General litigation strategy, over individualised consideration of a claim

It may be that a general view of litigation strategy influenced decision making in this matter. Or it may have persuaded those who were making the decisions. I would advise that an individualised approach on a case-by-case basis is always adopted.

Enhanced understanding as to parameters of whistleblowing legislation

It would be helpful to have an individual or small group of individuals within the Human Resources team who have specialised training on the legal framework surrounding protected disclosures given its importance to the work of the CQC and the NHS.

Speed in gaining Treasury approval for settlement negotiations

Once the decision had been made to attempt to settle the claim there was a delay in getting approval for this from the Treasury. As it can take time to gain approval from the Treasury it is necessary to factor this into the timeline of managing any claim. This underscores the need for early review and for an early decision about litigation strategy to be made. Obviously there is always the possibility for unexpected or unforeseen events in litigation, for example witnesses saying something unexpected in their evidence, or new documents being provided in disclosure. And these may necessitate in seeking late approval of a settlement. However, a clear litigation strategy from the outset should minimise the circumstances in which this issue occurs.

Understanding the motivation of Mr Kumar

When negotiating with the other party in any litigation, it is essential to listen carefully to what they want to ensure that if there is any room for negotiation or settlement it can be achieved in the easiest and most effective way possible.

In July 2020 Mr Kumar through his representatives set out what he wanted in order to bring the claim to a conclusion.

To some degree the focus appears to have been on the financial side of settlement and gaining the necessary departmental approval. However, Mr Kumar was clear through his representatives that what he was seeking was a recognition by the CQC of their actions and where they had fallen short of the expected standards. Consideration should always be given to the possibility of making admissions where appropriate as this is part of good governance.

Evaluation

There should be a thorough evaluation of how well CQC learns from the tribunal case following the implementation of recommendations from this review. This should seek to understand whether CQC has taken learning from the tribunal case for future employment tribunal cases against the following aims in this review:

  • CQC works well with partners and providers when concerns about care are raised. [Aim 4]
  • CQC's appointment, contracting, engagement, deployment and disengagement processes relating to advisory and complementary staff are non-discriminatory, consistent with the values of CQC and ensure employment rights are maintained. [Aim 9]
  • Relevant CQC colleagues feel confident, skilled and empowered to deal with employment litigation, including working with internal and external lawyers. [Aim 10]
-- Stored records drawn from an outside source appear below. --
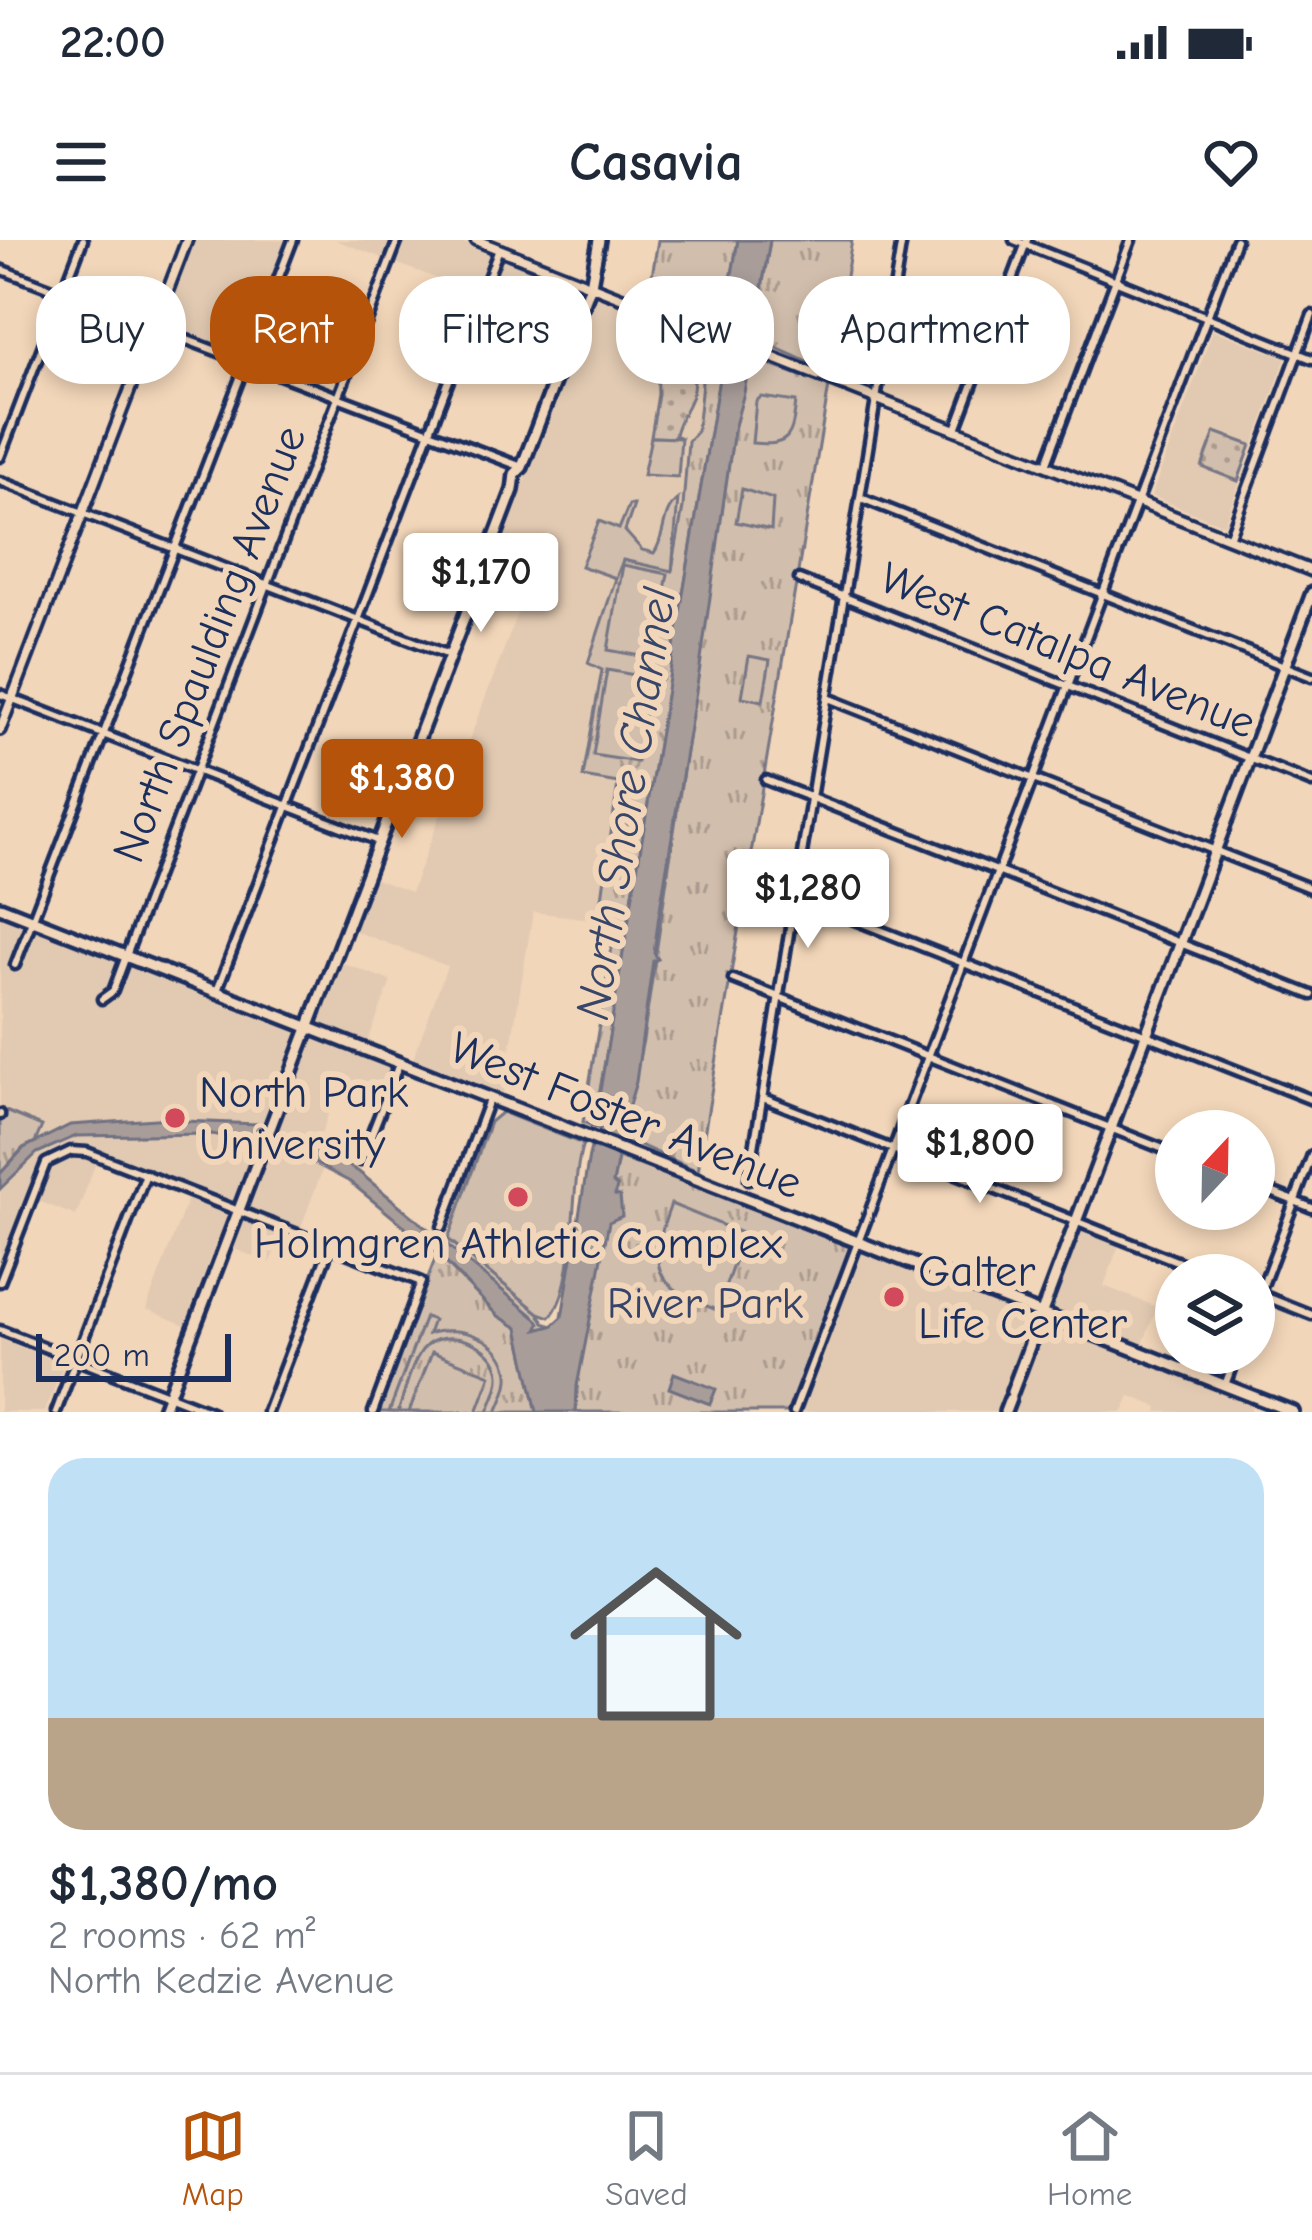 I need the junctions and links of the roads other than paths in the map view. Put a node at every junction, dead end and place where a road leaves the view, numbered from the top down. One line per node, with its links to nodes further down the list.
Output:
1 (83, 240): 14 (street)
2 (187, 240): 15 (street)
3 (293, 240): 16 (street)
4 (398, 240): 31 (street, North Spaulding Avenue)
5 (476, 240): 12 (street)
6 (598, 240): 18 (main road)
7 (902, 240): 32 (street)
8 (1014, 240): 11 (street)
9 (1131, 240): 19 (street)
10 (1236, 240): 23 (street)
11 (1026, 242): 19 (street); 33 (street)
12 (500, 249): 17 (street); 34 (street)
13 (0, 269): 20 (street)
14 (69, 276)
15 (173, 276)
16 (279, 276)
17 (568, 276)
18 (592, 279)
19 (1116, 281): 23 (street); 36 (street)
20 (36, 283)
21 (592, 285): 32 (street)
22 (1312, 315): 24 (street)
23 (1207, 317): 24 (street); 40 (street)
24 (1298, 353): 25 (street); 42 (street)
25 (1312, 359)
26 (36, 363): 35 (street)
27 (132, 384): 41 (street)
28 (238, 384): 43 (street)
29 (304, 384): 31 (street)
30 (553, 384): 37 (main road)
31 (338, 397): 34 (street); 46 (street, North Spaulding Avenue)
32 (877, 398): 33 (street); 39 (street)
33 (956, 429): 36 (street)
34 (430, 432): 37 (street); 50 (street)
35 (0, 457)
36 (1046, 465): 40 (street)
37 (522, 467): 51 (main road)
38 (0, 482): 41 (street)
39 (861, 498): 48 (street); 49 (street)
40 (1138, 502): 42 (street); 48 (street)
41 (82, 514): 43 (street); 56 (street)
42 (1229, 538): 44 (street)
43 (175, 549): 46 (street); 59 (street)
44 (1312, 571)
45 (799, 579): 49 (street, West Catalpa Avenue)
46 (267, 585): 50 (street); 61 (street, North Spaulding Avenue)
47 (1312, 593): 52 (main road)
48 (1103, 594): 52 (street); 54 (street)
49 (844, 597): 54 (street, West Catalpa Avenue); 57 (street)
50 (358, 620): 51 (street); 66 (street)
51 (449, 656): 67 (main road)
52 (1285, 666): 53 (street); 60 (main road)
53 (1312, 677)
54 (1069, 686): 60 (street, West Catalpa Avenue); 62 (street)
55 (0, 694): 56 (street)
56 (12, 698): 58 (street); 59 (street)
57 (828, 698): 62 (street); 65 (street)
58 (0, 730)
59 (104, 734): 61 (street); 73 (street)
60 (1250, 758): 64 (street, West Catalpa Avenue); 68 (main road)
61 (197, 770): 66 (street); 75 (street, North Spaulding Avenue)
62 (1034, 778): 68 (street); 69 (street)
63 (766, 780): 65 (street)
64 (1312, 783)
65 (811, 798): 69 (street); 71 (street)
66 (288, 806): 67 (street); 79 (street)
67 (378, 841): 83 (main road)
68 (1215, 851): 70 (street); 74 (main road)
69 (998, 872): 74 (street); 76 (street)
70 (1312, 890)
71 (796, 898): 76 (street); 81 (street)
72 (0, 907): 73 (main road, West Foster Avenue)
73 (33, 920): 75 (main road, West Foster Avenue); 77 (street)
74 (1180, 944): 80 (street); 84 (main road)
75 (126, 956): 79 (main road, West Foster Avenue); 82 (street, North Spaulding Avenue)
76 (964, 963): 84 (street); 85 (street)
77 (16, 965)
78 (733, 979): 81 (street)
79 (217, 991): 83 (main road, West Foster Avenue)
80 (1312, 995)
81 (778, 997): 85 (street); 88 (street)
82 (102, 999)
83 (307, 1025): 86 (main road, West Foster Avenue); 100 (main road)
84 (1146, 1036): 89 (street); 90 (main road)
85 (928, 1056): 90 (street); 92 (street)
86 (400, 1061): 87 (main road, West Foster Avenue); 94 (street)
87 (490, 1097): 102 (street); 103 (main road, West Foster Avenue)
88 (763, 1098): 92 (street); 96 (street)
89 (1312, 1100)
90 (1111, 1128): 91 (street); 101 (main road)
91 (1155, 1146)
92 (893, 1150): 101 (street); 103 (street)
93 (1312, 1154): 98 (street)
94 (361, 1162)
95 (146, 1174): 100 (street); 107 (street); 112 (street)
96 (749, 1179)
97 (1275, 1193): 98 (street)
98 (1294, 1201): 99 (street); 106 (street)
99 (1312, 1208)
100 (238, 1210): 104 (street); 115 (main road)
101 (1076, 1221): 105 (street); 109 (main road)
102 (442, 1227)
103 (859, 1242): 109 (main road, West Foster Avenue); 121 (street)
104 (330, 1246): 119 (street); 120 (street)
105 (1159, 1254)
106 (1273, 1254)
107 (0, 1282)
108 (1275, 1300): 110 (street)
109 (1041, 1313): 114 (main road, West Foster Avenue); 122 (main road)
110 (1312, 1315)
111 (0, 1330): 112 (street)
112 (76, 1360): 115 (street); 116 (street)
113 (1229, 1374): 114 (street)
114 (1225, 1385): 123 (main road, West Foster Avenue)
115 (169, 1395): 117 (main road); 118 (street)
116 (56, 1412)
117 (162, 1412)
118 (211, 1412)
119 (267, 1412)
120 (373, 1412)
121 (794, 1412)
122 (1005, 1412)
123 (1293, 1412)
Six months after this review is published, CQC should look at progress against the implementation of the recommendations. After 12 months there should be an evaluation report on the outcomes of CQC's response and this should mark the formal close of the review. The evaluation should then continue to understand the full impact of the recommendations in achieving the aims set out.

To evaluate how this review has impacted CQC's ability to learn from the tribunal, possible methods include:

  • recommendation tracking
  • a survey of people who have provided feedback or raised a concern about care
  • focus groups with CQC staff to understand whether they feel safe to raise their concerns
  • interviews with partners about how well we have worked with them when concerns about care have been raised
  • CQC employment tribunals case reviews.